--- THE TASK ---
Print the listing in full, exactly as it stands.

- - - -

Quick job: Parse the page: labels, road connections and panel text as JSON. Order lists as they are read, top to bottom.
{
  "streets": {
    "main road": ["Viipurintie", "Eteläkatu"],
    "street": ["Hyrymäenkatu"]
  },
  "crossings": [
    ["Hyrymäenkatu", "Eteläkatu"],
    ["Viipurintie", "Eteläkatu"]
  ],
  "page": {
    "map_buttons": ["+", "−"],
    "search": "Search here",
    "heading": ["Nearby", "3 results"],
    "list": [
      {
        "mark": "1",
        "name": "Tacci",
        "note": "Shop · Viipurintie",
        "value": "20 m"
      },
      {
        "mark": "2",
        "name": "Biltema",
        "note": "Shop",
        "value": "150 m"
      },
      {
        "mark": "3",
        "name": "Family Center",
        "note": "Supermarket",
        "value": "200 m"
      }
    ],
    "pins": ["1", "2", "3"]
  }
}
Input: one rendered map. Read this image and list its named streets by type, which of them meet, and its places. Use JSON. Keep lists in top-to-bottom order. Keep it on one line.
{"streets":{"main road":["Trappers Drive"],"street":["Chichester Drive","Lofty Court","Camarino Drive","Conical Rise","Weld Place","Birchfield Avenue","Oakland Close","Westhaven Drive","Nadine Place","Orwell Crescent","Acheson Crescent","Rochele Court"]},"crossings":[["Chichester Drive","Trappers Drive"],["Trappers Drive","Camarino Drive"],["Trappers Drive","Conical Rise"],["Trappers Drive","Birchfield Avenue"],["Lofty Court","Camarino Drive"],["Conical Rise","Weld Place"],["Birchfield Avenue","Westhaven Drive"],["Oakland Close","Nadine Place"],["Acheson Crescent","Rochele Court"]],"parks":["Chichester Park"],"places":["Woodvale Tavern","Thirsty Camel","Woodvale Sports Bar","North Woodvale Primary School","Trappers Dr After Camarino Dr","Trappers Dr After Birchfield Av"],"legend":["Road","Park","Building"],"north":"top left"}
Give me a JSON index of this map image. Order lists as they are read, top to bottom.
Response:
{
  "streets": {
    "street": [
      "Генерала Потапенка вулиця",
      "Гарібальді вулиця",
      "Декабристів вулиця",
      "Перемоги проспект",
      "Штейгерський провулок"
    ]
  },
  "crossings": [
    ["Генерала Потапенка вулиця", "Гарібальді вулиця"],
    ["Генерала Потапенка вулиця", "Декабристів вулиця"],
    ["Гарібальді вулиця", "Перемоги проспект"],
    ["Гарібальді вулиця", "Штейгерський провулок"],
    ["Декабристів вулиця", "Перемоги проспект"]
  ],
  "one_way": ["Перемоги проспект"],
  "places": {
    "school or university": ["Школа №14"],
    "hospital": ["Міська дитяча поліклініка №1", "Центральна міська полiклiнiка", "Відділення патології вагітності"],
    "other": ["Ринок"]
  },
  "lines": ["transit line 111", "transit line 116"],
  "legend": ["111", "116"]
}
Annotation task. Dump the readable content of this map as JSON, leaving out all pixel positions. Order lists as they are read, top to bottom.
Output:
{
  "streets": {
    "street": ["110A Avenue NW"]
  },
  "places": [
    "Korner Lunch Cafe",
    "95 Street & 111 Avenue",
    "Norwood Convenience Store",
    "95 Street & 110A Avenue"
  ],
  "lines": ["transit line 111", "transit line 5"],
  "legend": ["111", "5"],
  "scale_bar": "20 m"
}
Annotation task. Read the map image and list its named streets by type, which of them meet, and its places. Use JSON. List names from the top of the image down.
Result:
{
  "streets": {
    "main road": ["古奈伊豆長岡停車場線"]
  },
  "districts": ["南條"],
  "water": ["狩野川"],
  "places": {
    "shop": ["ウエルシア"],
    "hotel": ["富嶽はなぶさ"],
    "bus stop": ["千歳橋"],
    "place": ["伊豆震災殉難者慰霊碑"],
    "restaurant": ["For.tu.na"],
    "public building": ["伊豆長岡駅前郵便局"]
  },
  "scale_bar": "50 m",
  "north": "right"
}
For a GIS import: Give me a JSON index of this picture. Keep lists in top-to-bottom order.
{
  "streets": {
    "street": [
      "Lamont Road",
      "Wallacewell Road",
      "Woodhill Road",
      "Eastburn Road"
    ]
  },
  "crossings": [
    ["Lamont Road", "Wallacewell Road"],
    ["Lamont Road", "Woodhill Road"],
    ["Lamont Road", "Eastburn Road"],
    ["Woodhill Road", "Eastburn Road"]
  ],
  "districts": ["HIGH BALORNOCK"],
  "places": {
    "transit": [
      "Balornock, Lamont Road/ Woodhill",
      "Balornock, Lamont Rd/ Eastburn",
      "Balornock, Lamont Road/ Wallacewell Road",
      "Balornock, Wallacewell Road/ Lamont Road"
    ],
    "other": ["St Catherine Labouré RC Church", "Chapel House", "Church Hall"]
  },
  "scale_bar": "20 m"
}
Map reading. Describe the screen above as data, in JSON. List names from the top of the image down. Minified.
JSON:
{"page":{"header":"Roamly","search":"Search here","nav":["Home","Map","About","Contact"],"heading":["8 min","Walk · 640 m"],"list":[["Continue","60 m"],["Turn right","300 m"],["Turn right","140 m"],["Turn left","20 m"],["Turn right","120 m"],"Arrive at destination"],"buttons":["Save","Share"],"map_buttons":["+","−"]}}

- - - -

--- ANSWER TO THIS TASK ---
Quick job: Parse the page: labels, road connections and panel text as JSON. Order lists as they are read, top to bottom.
{
  "streets": {
    "main road": ["Viipurintie", "Eteläkatu"],
    "street": ["Hyrymäenkatu"]
  },
  "crossings": [
    ["Hyrymäenkatu", "Eteläkatu"],
    ["Viipurintie", "Eteläkatu"]
  ],
  "page": {
    "map_buttons": ["+", "−"],
    "search": "Search here",
    "heading": ["Nearby", "3 results"],
    "list": [
      {
        "mark": "1",
        "name": "Tacci",
        "note": "Shop · Viipurintie",
        "value": "20 m"
      },
      {
        "mark": "2",
        "name": "Biltema",
        "note": "Shop",
        "value": "150 m"
      },
      {
        "mark": "3",
        "name": "Family Center",
        "note": "Supermarket",
        "value": "200 m"
      }
    ],
    "pins": ["1", "2", "3"]
  }
}
Input: one rendered map. Read this image and list its named streets by type, which of them meet, and its places. Use JSON. Keep lists in top-to-bottom order. Keep it on one line.
{"streets":{"main road":["Trappers Drive"],"street":["Chichester Drive","Lofty Court","Camarino Drive","Conical Rise","Weld Place","Birchfield Avenue","Oakland Close","Westhaven Drive","Nadine Place","Orwell Crescent","Acheson Crescent","Rochele Court"]},"crossings":[["Chichester Drive","Trappers Drive"],["Trappers Drive","Camarino Drive"],["Trappers Drive","Conical Rise"],["Trappers Drive","Birchfield Avenue"],["Lofty Court","Camarino Drive"],["Conical Rise","Weld Place"],["Birchfield Avenue","Westhaven Drive"],["Oakland Close","Nadine Place"],["Acheson Crescent","Rochele Court"]],"parks":["Chichester Park"],"places":["Woodvale Tavern","Thirsty Camel","Woodvale Sports Bar","North Woodvale Primary School","Trappers Dr After Camarino Dr","Trappers Dr After Birchfield Av"],"legend":["Road","Park","Building"],"north":"top left"}
Give me a JSON index of this map image. Order lists as they are read, top to bottom.
Response:
{
  "streets": {
    "street": [
      "Генерала Потапенка вулиця",
      "Гарібальді вулиця",
      "Декабристів вулиця",
      "Перемоги проспект",
      "Штейгерський провулок"
    ]
  },
  "crossings": [
    ["Генерала Потапенка вулиця", "Гарібальді вулиця"],
    ["Генерала Потапенка вулиця", "Декабристів вулиця"],
    ["Гарібальді вулиця", "Перемоги проспект"],
    ["Гарібальді вулиця", "Штейгерський провулок"],
    ["Декабристів вулиця", "Перемоги проспект"]
  ],
  "one_way": ["Перемоги проспект"],
  "places": {
    "school or university": ["Школа №14"],
    "hospital": ["Міська дитяча поліклініка №1", "Центральна міська полiклiнiка", "Відділення патології вагітності"],
    "other": ["Ринок"]
  },
  "lines": ["transit line 111", "transit line 116"],
  "legend": ["111", "116"]
}
Annotation task. Dump the readable content of this map as JSON, leaving out all pixel positions. Order lists as they are read, top to bottom.
Output:
{
  "streets": {
    "street": ["110A Avenue NW"]
  },
  "places": [
    "Korner Lunch Cafe",
    "95 Street & 111 Avenue",
    "Norwood Convenience Store",
    "95 Street & 110A Avenue"
  ],
  "lines": ["transit line 111", "transit line 5"],
  "legend": ["111", "5"],
  "scale_bar": "20 m"
}
Annotation task. Read the map image and list its named streets by type, which of them meet, and its places. Use JSON. List names from the top of the image down.
Result:
{
  "streets": {
    "main road": ["古奈伊豆長岡停車場線"]
  },
  "districts": ["南條"],
  "water": ["狩野川"],
  "places": {
    "shop": ["ウエルシア"],
    "hotel": ["富嶽はなぶさ"],
    "bus stop": ["千歳橋"],
    "place": ["伊豆震災殉難者慰霊碑"],
    "restaurant": ["For.tu.na"],
    "public building": ["伊豆長岡駅前郵便局"]
  },
  "scale_bar": "50 m",
  "north": "right"
}
For a GIS import: Give me a JSON index of this picture. Keep lists in top-to-bottom order.
{
  "streets": {
    "street": [
      "Lamont Road",
      "Wallacewell Road",
      "Woodhill Road",
      "Eastburn Road"
    ]
  },
  "crossings": [
    ["Lamont Road", "Wallacewell Road"],
    ["Lamont Road", "Woodhill Road"],
    ["Lamont Road", "Eastburn Road"],
    ["Woodhill Road", "Eastburn Road"]
  ],
  "districts": ["HIGH BALORNOCK"],
  "places": {
    "transit": [
      "Balornock, Lamont Road/ Woodhill",
      "Balornock, Lamont Rd/ Eastburn",
      "Balornock, Lamont Road/ Wallacewell Road",
      "Balornock, Wallacewell Road/ Lamont Road"
    ],
    "other": ["St Catherine Labouré RC Church", "Chapel House", "Church Hall"]
  },
  "scale_bar": "20 m"
}
Map reading. Describe the screen above as data, in JSON. List names from the top of the image down. Minified.
JSON:
{"page":{"header":"Roamly","search":"Search here","nav":["Home","Map","About","Contact"],"heading":["8 min","Walk · 640 m"],"list":[["Continue","60 m"],["Turn right","300 m"],["Turn right","140 m"],["Turn left","20 m"],["Turn right","120 m"],"Arrive at destination"],"buttons":["Save","Share"],"map_buttons":["+","−"]}}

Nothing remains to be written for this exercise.